— DIRECTIONS —
In the material below, find all lines with the string "Build" and copy them.

— SOURCE DATA —

****************

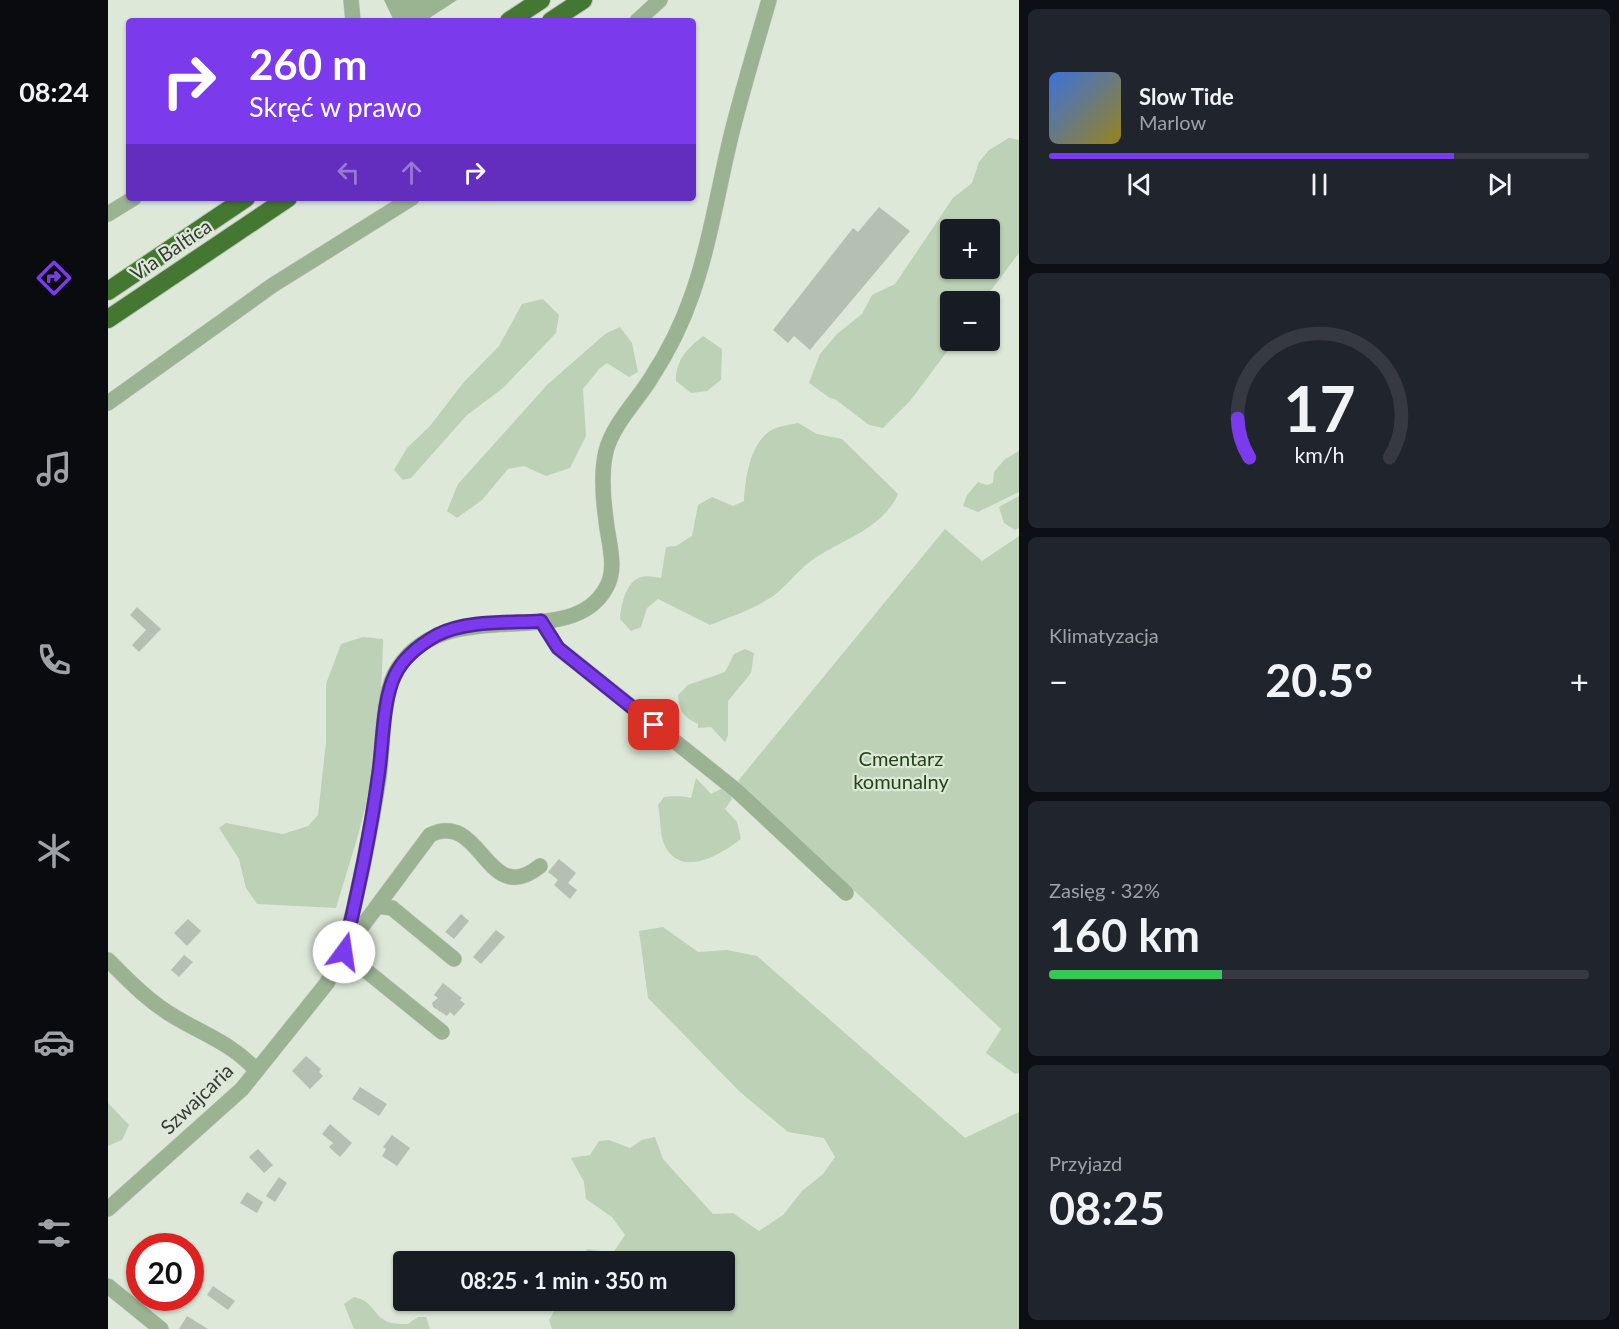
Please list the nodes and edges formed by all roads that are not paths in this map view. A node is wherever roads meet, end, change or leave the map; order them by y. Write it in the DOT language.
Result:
graph roads {
  1 [pos="351,0"];
  2 [pos="541,0"];
  3 [pos="583,0"];
  4 [pos="660,0"];
  5 [pos="769,0"];
  6 [pos="353,18"];
  7 [pos="514,18"];
  8 [pos="556,18"];
  9 [pos="640,18"];
  10 [pos="129,201"];
  11 [pos="242,201"];
  12 [pos="284,201"];
  13 [pos="407,201"];
  14 [pos="108,214"];
  15 [pos="108,291"];
  16 [pos="108,319"];
  17 [pos="108,403"];
  18 [pos="541,621"];
  19 [pos="540,866"];
  20 [pos="846,893"];
  21 [pos="378,906"];
  22 [pos="344,952"];
  23 [pos="454,959"];
  24 [pos="108,960"];
  25 [pos="442,1032"];
  26 [pos="256,1070"];
  27 [pos="108,1209"];
  28 [pos="108,1286"];
  29 [pos="161,1329"];
  1 -- 6 [label="street"];
  2 -- 7 [label="highway"];
  3 -- 8 [label="highway"];
  4 -- 9 [label="street"];
  5 -- 18 [label="street"];
  10 -- 14 [label="street"];
  11 -- 15 [label="highway, Via Baltica"];
  12 -- 16 [label="highway, Via Baltica"];
  13 -- 17 [label="street"];
  18 -- 20 [label="street"];
  18 -- 22 [label="street"];
  19 -- 21 [label="street"];
  21 -- 22 [label="street"];
  21 -- 23 [label="street"];
  22 -- 25 [label="street"];
  22 -- 26 [label="street"];
  24 -- 26 [label="street, Szwajcaria"];
  26 -- 27 [label="street, Szwajcaria"];
  28 -- 29 [label="street"];
}
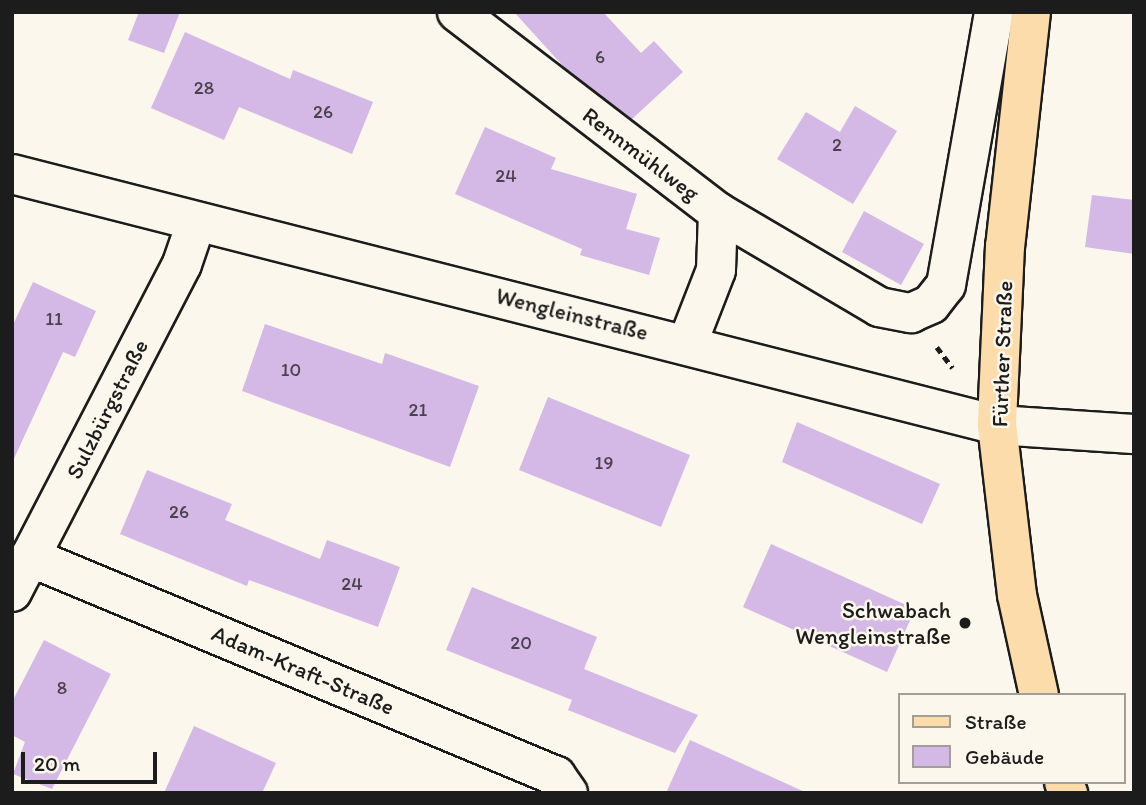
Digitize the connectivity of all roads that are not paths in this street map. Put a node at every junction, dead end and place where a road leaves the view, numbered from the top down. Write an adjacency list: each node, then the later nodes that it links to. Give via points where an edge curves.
1 (457, 12): 4 (street, Rennmühlweg)
2 (1018, 15): 4 (street, via 946,285 932,304 911,313 879,307); 7 (main road, Fürther Straße)
3 (12, 174): 5 (street, Wengleinstraße)
4 (718, 212): 6 (street, Rennmühlweg, via 716,270)
5 (196, 223): 6 (street, Wengleinstraße); 9 (street, Sulzbürgstraße, via 182,264)
6 (688, 342): 7 (street, Wengleinstraße)
7 (997, 425): 8 (street, Wengleinstraße); 11 (main road, Fürther Straße, via 1017,595)
8 (1134, 434)
9 (30, 557): 10 (street, Sulzbürgstraße); 12 (street, Adam-Kraft-Straße, via 556,776)
10 (12, 592)
11 (1039, 693)
12 (568, 793)

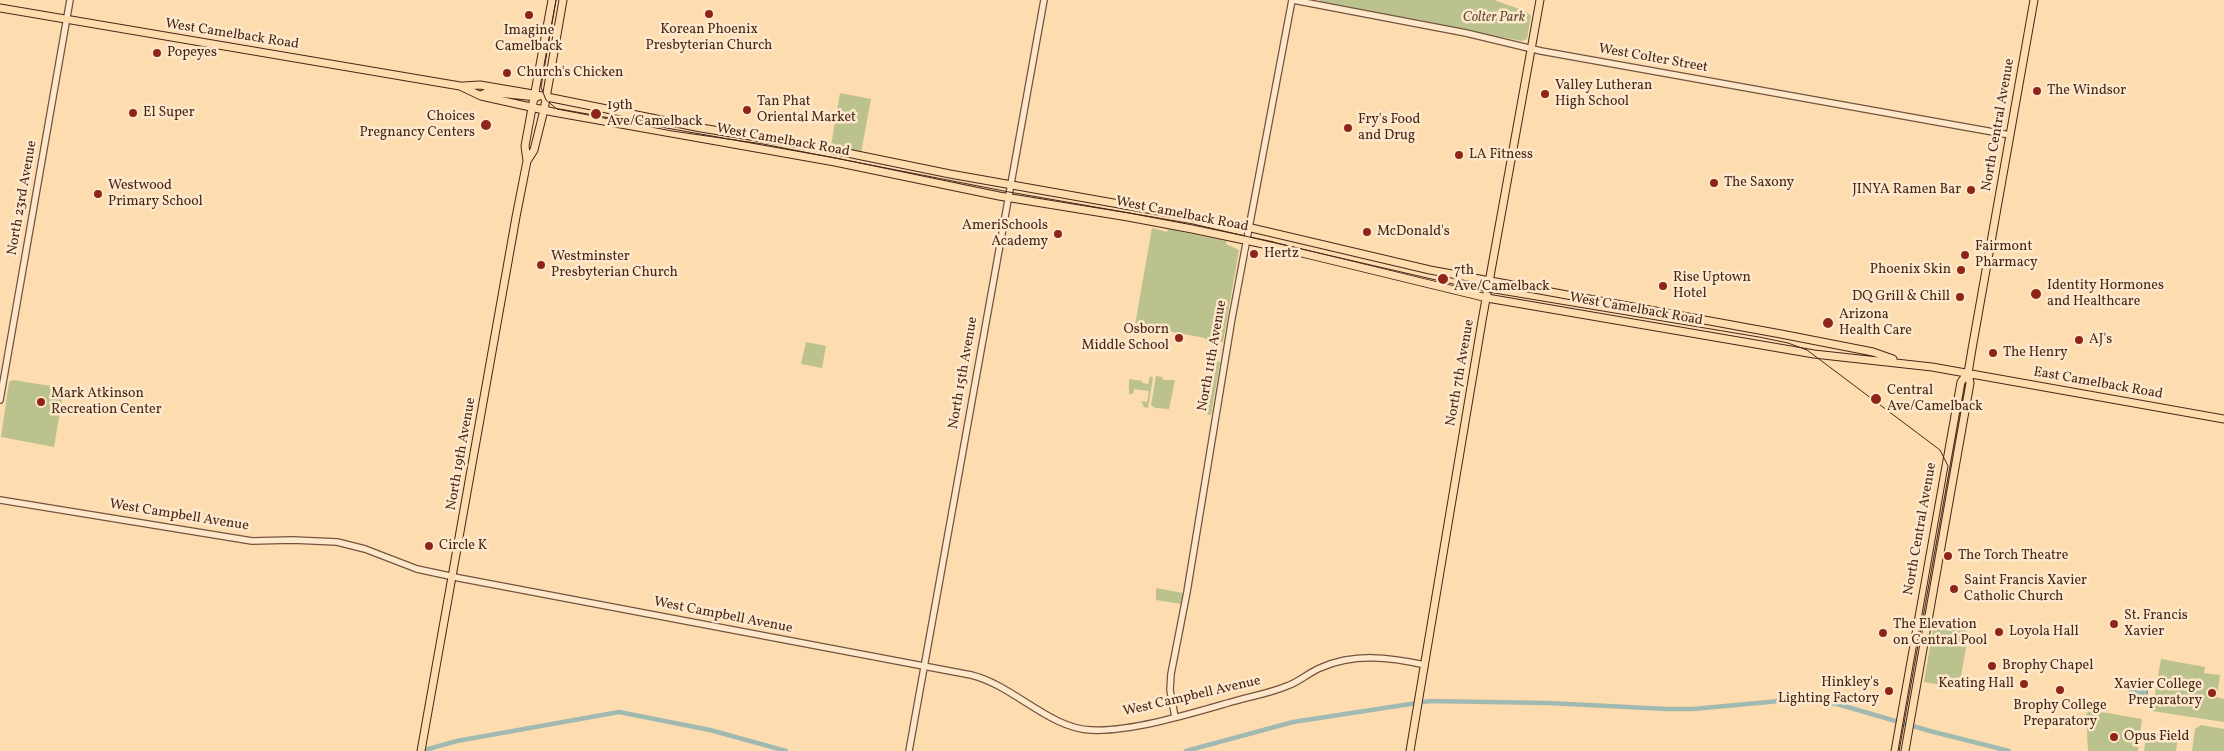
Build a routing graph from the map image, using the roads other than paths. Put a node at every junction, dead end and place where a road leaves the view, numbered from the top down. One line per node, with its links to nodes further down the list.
1 (70, 0): 9 (street, North 23rd Avenue)
2 (552, 0): 12 (main road, North 19th Avenue)
3 (563, 0): 12 (main road, North 19th Avenue)
4 (1044, 0): 18 (street, North 15th Avenue)
5 (1293, 0): 10 (street, West Colter Street); 20 (street, North 11th Avenue)
6 (1540, 0): 10 (main road, North 7th Avenue)
7 (2034, 0): 16 (main road, North Central Avenue)
8 (0, 8): 9 (main road, West Camelback Road)
9 (67, 20): 11 (main road, West Camelback Road); 28 (street, North 23rd Avenue)
10 (1531, 48): 16 (street, West Colter Street); 22 (main road, North 7th Avenue)
11 (460, 86): 12 (main road, West Camelback Road); 13 (main road, West Camelback Road)
12 (538, 94): 13 (main road); 14 (main road, North 19th Avenue); 15 (main road, North 19th Avenue); 18 (main road, West Camelback Road)
13 (481, 96): 14 (main road, West Camelback Road)
14 (533, 108): 15 (main road, West Camelback Road); 17 (main road, North 19th Avenue)
15 (544, 110): 17 (main road, North 19th Avenue); 19 (main road, West Camelback Road)
16 (2010, 135): 27 (main road, North Central Avenue)
17 (527, 161): 31 (main road, North 19th Avenue)
18 (1010, 184): 19 (street, North 15th Avenue); 20 (main road, West Camelback Road)
19 (1008, 198): 21 (main road, West Camelback Road); 33 (street, North 15th Avenue)
20 (1250, 227): 21 (street, North 11th Avenue); 22 (main road, West Camelback Road)
21 (1247, 241): 23 (main road, West Camelback Road); 34 (street, North 11th Avenue)
22 (1489, 281): 23 (main road, North 7th Avenue); 24 (main road, West Camelback Road)
23 (1487, 298): 25 (main road, West Camelback Road); 32 (main road, North 7th Avenue)
24 (1867, 351): 25 (main road); 26 (main road, West Camelback Road)
25 (1850, 359): 26 (main road, West Camelback Road)
26 (1900, 362): 27 (main road, West Camelback Road)
27 (1968, 373): 29 (main road, East Camelback Road); 38 (main road, North Central Avenue); 39 (main road, North Central Avenue)
28 (0, 400)
29 (2224, 419)
30 (0, 500): 31 (street, West Campbell Avenue)
31 (452, 576): 33 (street, West Campbell Avenue); 35 (main road, North 19th Avenue)
32 (1425, 665): 34 (street, West Campbell Avenue); 37 (main road, North 7th Avenue)
33 (924, 667): 34 (street, West Campbell Avenue); 36 (street, North 15th Avenue)
34 (1175, 717)
35 (421, 748)
36 (909, 751)
37 (1410, 751)
38 (1895, 751)
39 (1905, 751)

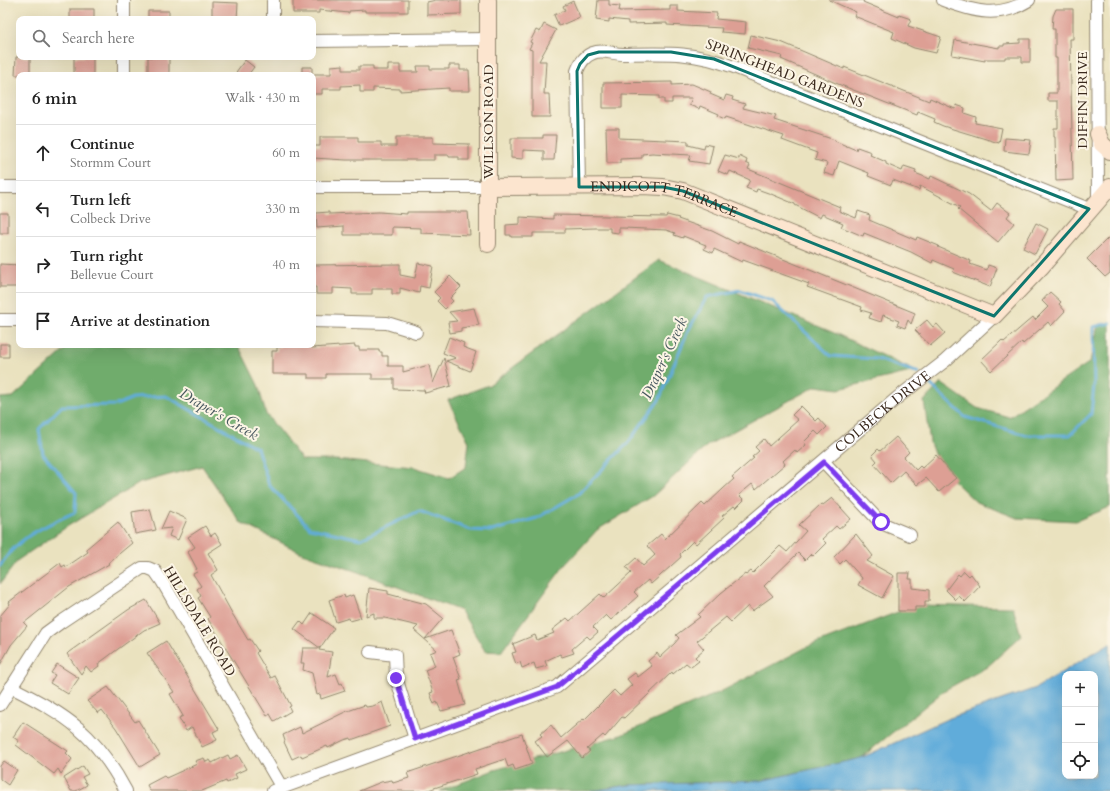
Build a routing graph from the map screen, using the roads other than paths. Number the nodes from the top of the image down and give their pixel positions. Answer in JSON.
{"nodes":[{"id":1,"x":124,"y":0,"type":"edge"},
{"id":2,"x":273,"y":0,"type":"edge"},
{"id":3,"x":488,"y":0,"type":"edge"},
{"id":4,"x":943,"y":0,"type":"edge"},
{"id":5,"x":1029,"y":0,"type":"edge"},
{"id":6,"x":1097,"y":0,"type":"edge"},
{"id":7,"x":124,"y":16,"type":"edge"},
{"id":8,"x":273,"y":16,"type":"edge"},
{"id":9,"x":488,"y":39,"type":"junction"},
{"id":10,"x":316,"y":41,"type":"edge"},
{"id":11,"x":124,"y":60,"type":"edge"},
{"id":12,"x":124,"y":72,"type":"edge"},
{"id":13,"x":1098,"y":134,"type":"junction"},
{"id":14,"x":1110,"y":151,"type":"edge"},
{"id":15,"x":0,"y":187,"type":"edge"},
{"id":16,"x":16,"y":187,"type":"edge"},
{"id":17,"x":316,"y":187,"type":"edge"},
{"id":18,"x":488,"y":187,"type":"junction"},
{"id":19,"x":579,"y":187,"type":"junction"},
{"id":20,"x":1110,"y":187,"type":"edge"},
{"id":21,"x":1094,"y":205,"type":"junction"},
{"id":22,"x":488,"y":244,"type":"dead end"},
{"id":23,"x":994,"y":316,"type":"junction"},
{"id":24,"x":0,"y":320,"type":"edge"},
{"id":25,"x":16,"y":320,"type":"edge"},
{"id":26,"x":316,"y":321,"type":"edge"},
{"id":27,"x":416,"y":332,"type":"dead end"},
{"id":28,"x":824,"y":462,"type":"junction"},
{"id":29,"x":910,"y":535,"type":"dead end"},
{"id":30,"x":370,"y":652,"type":"dead end"},
{"id":31,"x":11,"y":687,"type":"junction"},
{"id":32,"x":0,"y":705,"type":"edge"},
{"id":33,"x":415,"y":739,"type":"junction"},
{"id":34,"x":277,"y":789,"type":"edge"},
{"id":35,"x":126,"y":791,"type":"edge"}],
"edges":[{"from":1,"to":7,"type":"street"},
{"from":2,"to":8,"type":"street"},
{"from":3,"to":9,"type":"street","name":"WILLSON ROAD"},
{"from":4,"to":5,"type":"street"},
{"from":6,"to":13,"type":"street","name":"DIFFIN DRIVE"},
{"from":9,"to":10,"type":"street"},
{"from":9,"to":18,"type":"street","name":"WILLSON ROAD"},
{"from":11,"to":12,"type":"street"},
{"from":13,"to":14,"type":"street"},
{"from":13,"to":21,"type":"street","name":"DIFFIN DRIVE"},
{"from":15,"to":16,"type":"street"},
{"from":17,"to":18,"type":"street","name":"ENDICOTT TERRACE"},
{"from":18,"to":19,"type":"street","name":"ENDICOTT TERRACE"},
{"from":18,"to":22,"type":"street","name":"WILLSON ROAD"},
{"from":19,"to":21,"type":"street","name":"SPRINGHEAD GARDENS"},
{"from":19,"to":23,"type":"street","name":"ENDICOTT TERRACE"},
{"from":20,"to":21,"type":"street","name":"COLBECK DRIVE"},
{"from":21,"to":23,"type":"street","name":"COLBECK DRIVE"},
{"from":23,"to":28,"type":"street","name":"COLBECK DRIVE"},
{"from":24,"to":25,"type":"street"},
{"from":26,"to":27,"type":"street"},
{"from":28,"to":29,"type":"street"},
{"from":28,"to":33,"type":"street","name":"COLBECK DRIVE"},
{"from":30,"to":33,"type":"street"},
{"from":31,"to":32,"type":"street","name":"HILLSDALE ROAD"},
{"from":31,"to":34,"type":"street","name":"HILLSDALE ROAD"},
{"from":31,"to":35,"type":"street"},
{"from":33,"to":34,"type":"street","name":"COLBECK DRIVE"}]}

****************

— ANSWER SECTION —
Build a routing graph from the map image, using the roads other than paths. Put a node at every junction, dead end and place where a road leaves the view, numbered from the top down. One line per node, with its links to nodes further down the list.
Build a routing graph from the map screen, using the roads other than paths. Number the nodes from the top of the image down and give their pixel positions. Answer in JSON.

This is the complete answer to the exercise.